Instructions to follow: Print the entries below again exactly as they stand, but skip any picture.

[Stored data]
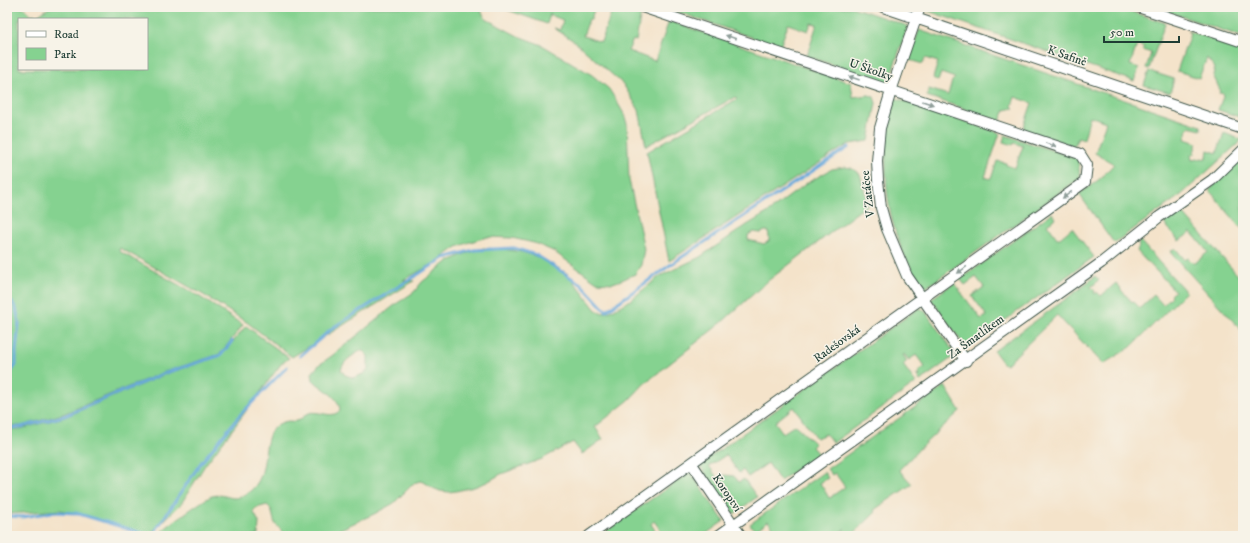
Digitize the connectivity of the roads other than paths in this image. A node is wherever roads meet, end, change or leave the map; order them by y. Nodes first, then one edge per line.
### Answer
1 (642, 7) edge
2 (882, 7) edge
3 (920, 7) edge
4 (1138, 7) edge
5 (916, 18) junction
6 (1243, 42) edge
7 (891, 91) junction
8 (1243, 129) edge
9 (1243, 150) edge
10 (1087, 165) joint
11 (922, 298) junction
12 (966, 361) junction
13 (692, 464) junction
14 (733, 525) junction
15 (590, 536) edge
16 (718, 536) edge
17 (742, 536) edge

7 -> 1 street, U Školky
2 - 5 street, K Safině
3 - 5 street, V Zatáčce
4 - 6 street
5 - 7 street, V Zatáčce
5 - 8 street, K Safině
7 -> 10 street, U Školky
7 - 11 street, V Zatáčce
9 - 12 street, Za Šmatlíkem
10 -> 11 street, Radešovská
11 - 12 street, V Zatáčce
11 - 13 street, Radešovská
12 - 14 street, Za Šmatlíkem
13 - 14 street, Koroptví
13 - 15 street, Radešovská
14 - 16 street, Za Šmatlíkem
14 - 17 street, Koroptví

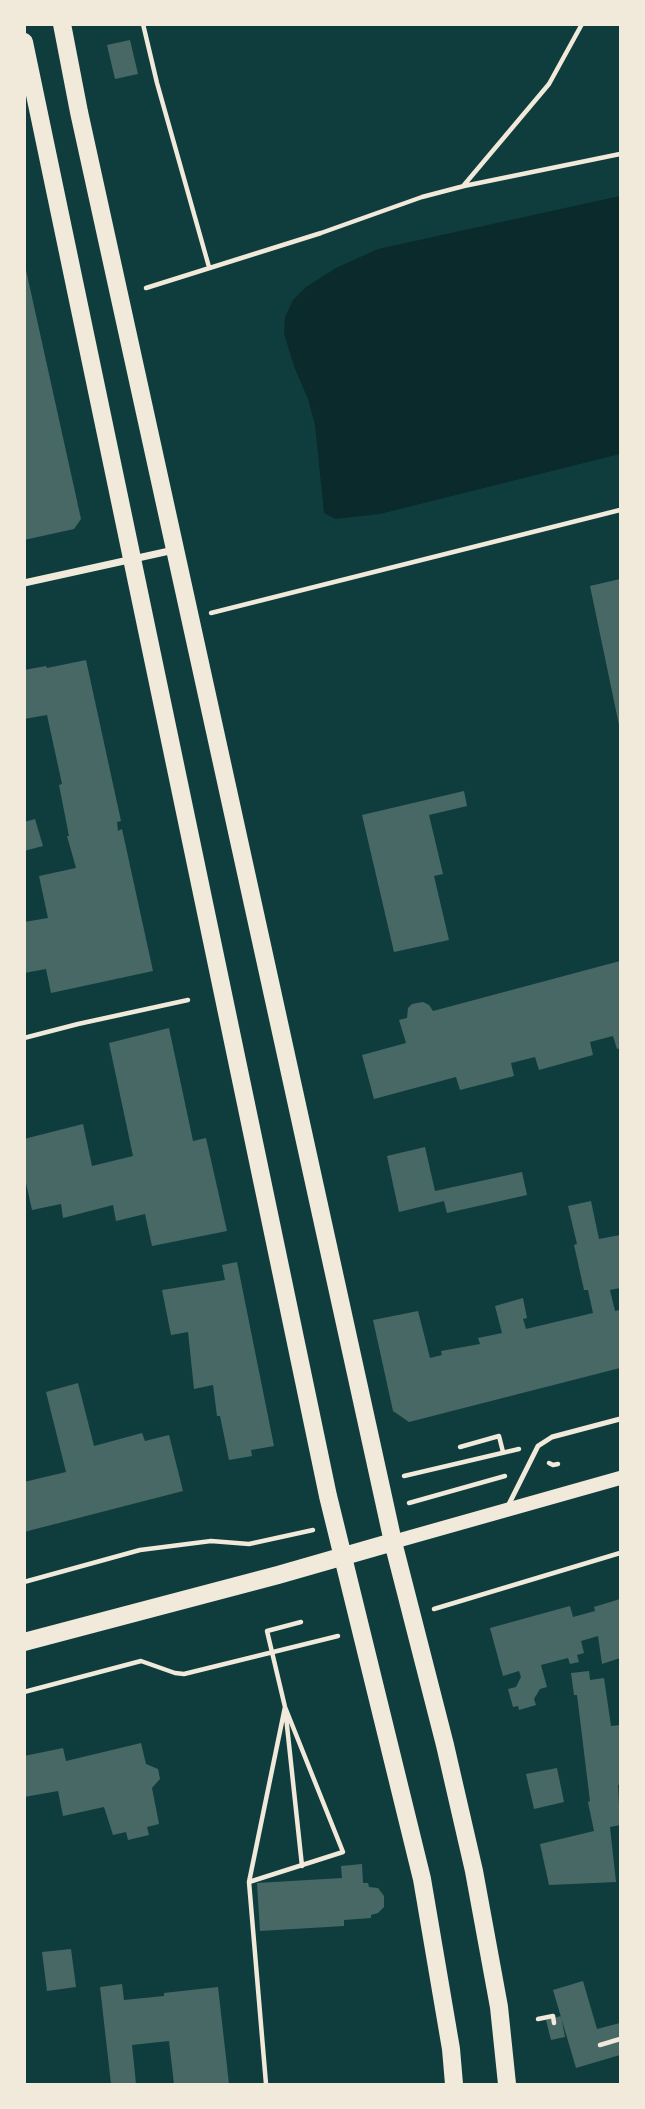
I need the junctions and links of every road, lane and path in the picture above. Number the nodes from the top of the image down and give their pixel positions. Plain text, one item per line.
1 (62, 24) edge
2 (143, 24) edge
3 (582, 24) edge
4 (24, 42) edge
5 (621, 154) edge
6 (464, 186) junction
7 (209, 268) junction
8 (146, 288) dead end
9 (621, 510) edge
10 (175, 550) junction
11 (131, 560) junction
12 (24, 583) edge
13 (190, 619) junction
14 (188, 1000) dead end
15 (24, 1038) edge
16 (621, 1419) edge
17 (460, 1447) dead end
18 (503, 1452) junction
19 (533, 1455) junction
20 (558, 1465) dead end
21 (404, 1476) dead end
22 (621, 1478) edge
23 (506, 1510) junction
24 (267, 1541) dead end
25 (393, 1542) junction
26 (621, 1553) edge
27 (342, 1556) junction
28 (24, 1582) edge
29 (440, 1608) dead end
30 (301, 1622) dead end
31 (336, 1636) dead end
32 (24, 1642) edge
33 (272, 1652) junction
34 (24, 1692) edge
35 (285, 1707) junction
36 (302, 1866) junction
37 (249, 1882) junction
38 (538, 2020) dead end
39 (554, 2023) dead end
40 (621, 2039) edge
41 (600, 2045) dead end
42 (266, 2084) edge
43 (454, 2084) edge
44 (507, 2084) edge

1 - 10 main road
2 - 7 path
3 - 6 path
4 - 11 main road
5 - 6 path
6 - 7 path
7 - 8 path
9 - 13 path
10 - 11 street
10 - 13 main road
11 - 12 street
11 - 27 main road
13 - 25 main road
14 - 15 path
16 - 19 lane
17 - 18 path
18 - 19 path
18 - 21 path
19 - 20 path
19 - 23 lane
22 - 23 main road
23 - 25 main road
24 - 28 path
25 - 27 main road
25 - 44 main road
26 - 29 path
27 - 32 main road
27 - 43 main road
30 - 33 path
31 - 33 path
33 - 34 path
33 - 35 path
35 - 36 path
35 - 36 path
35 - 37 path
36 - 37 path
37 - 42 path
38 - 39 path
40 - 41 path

Expected answer:
Digitize the connectivity of the roads other than paths in this image. A node is wherever roads meet, end, change or leave the map; order them by y. Nodes first, then one edge per line.
### Answer
1 (642, 7) edge
2 (882, 7) edge
3 (920, 7) edge
4 (1138, 7) edge
5 (916, 18) junction
6 (1243, 42) edge
7 (891, 91) junction
8 (1243, 129) edge
9 (1243, 150) edge
10 (1087, 165) joint
11 (922, 298) junction
12 (966, 361) junction
13 (692, 464) junction
14 (733, 525) junction
15 (590, 536) edge
16 (718, 536) edge
17 (742, 536) edge

7 -> 1 street, U Školky
2 - 5 street, K Safině
3 - 5 street, V Zatáčce
4 - 6 street
5 - 7 street, V Zatáčce
5 - 8 street, K Safině
7 -> 10 street, U Školky
7 - 11 street, V Zatáčce
9 - 12 street, Za Šmatlíkem
10 -> 11 street, Radešovská
11 - 12 street, V Zatáčce
11 - 13 street, Radešovská
12 - 14 street, Za Šmatlíkem
13 - 14 street, Koroptví
13 - 15 street, Radešovská
14 - 16 street, Za Šmatlíkem
14 - 17 street, Koroptví

I need the junctions and links of every road, lane and path in the picture above. Number the nodes from the top of the image down and give their pixel positions. Plain text, one item per line.
1 (62, 24) edge
2 (143, 24) edge
3 (582, 24) edge
4 (24, 42) edge
5 (621, 154) edge
6 (464, 186) junction
7 (209, 268) junction
8 (146, 288) dead end
9 (621, 510) edge
10 (175, 550) junction
11 (131, 560) junction
12 (24, 583) edge
13 (190, 619) junction
14 (188, 1000) dead end
15 (24, 1038) edge
16 (621, 1419) edge
17 (460, 1447) dead end
18 (503, 1452) junction
19 (533, 1455) junction
20 (558, 1465) dead end
21 (404, 1476) dead end
22 (621, 1478) edge
23 (506, 1510) junction
24 (267, 1541) dead end
25 (393, 1542) junction
26 (621, 1553) edge
27 (342, 1556) junction
28 (24, 1582) edge
29 (440, 1608) dead end
30 (301, 1622) dead end
31 (336, 1636) dead end
32 (24, 1642) edge
33 (272, 1652) junction
34 (24, 1692) edge
35 (285, 1707) junction
36 (302, 1866) junction
37 (249, 1882) junction
38 (538, 2020) dead end
39 (554, 2023) dead end
40 (621, 2039) edge
41 (600, 2045) dead end
42 (266, 2084) edge
43 (454, 2084) edge
44 (507, 2084) edge

1 - 10 main road
2 - 7 path
3 - 6 path
4 - 11 main road
5 - 6 path
6 - 7 path
7 - 8 path
9 - 13 path
10 - 11 street
10 - 13 main road
11 - 12 street
11 - 27 main road
13 - 25 main road
14 - 15 path
16 - 19 lane
17 - 18 path
18 - 19 path
18 - 21 path
19 - 20 path
19 - 23 lane
22 - 23 main road
23 - 25 main road
24 - 28 path
25 - 27 main road
25 - 44 main road
26 - 29 path
27 - 32 main road
27 - 43 main road
30 - 33 path
31 - 33 path
33 - 34 path
33 - 35 path
35 - 36 path
35 - 36 path
35 - 37 path
36 - 37 path
37 - 42 path
38 - 39 path
40 - 41 path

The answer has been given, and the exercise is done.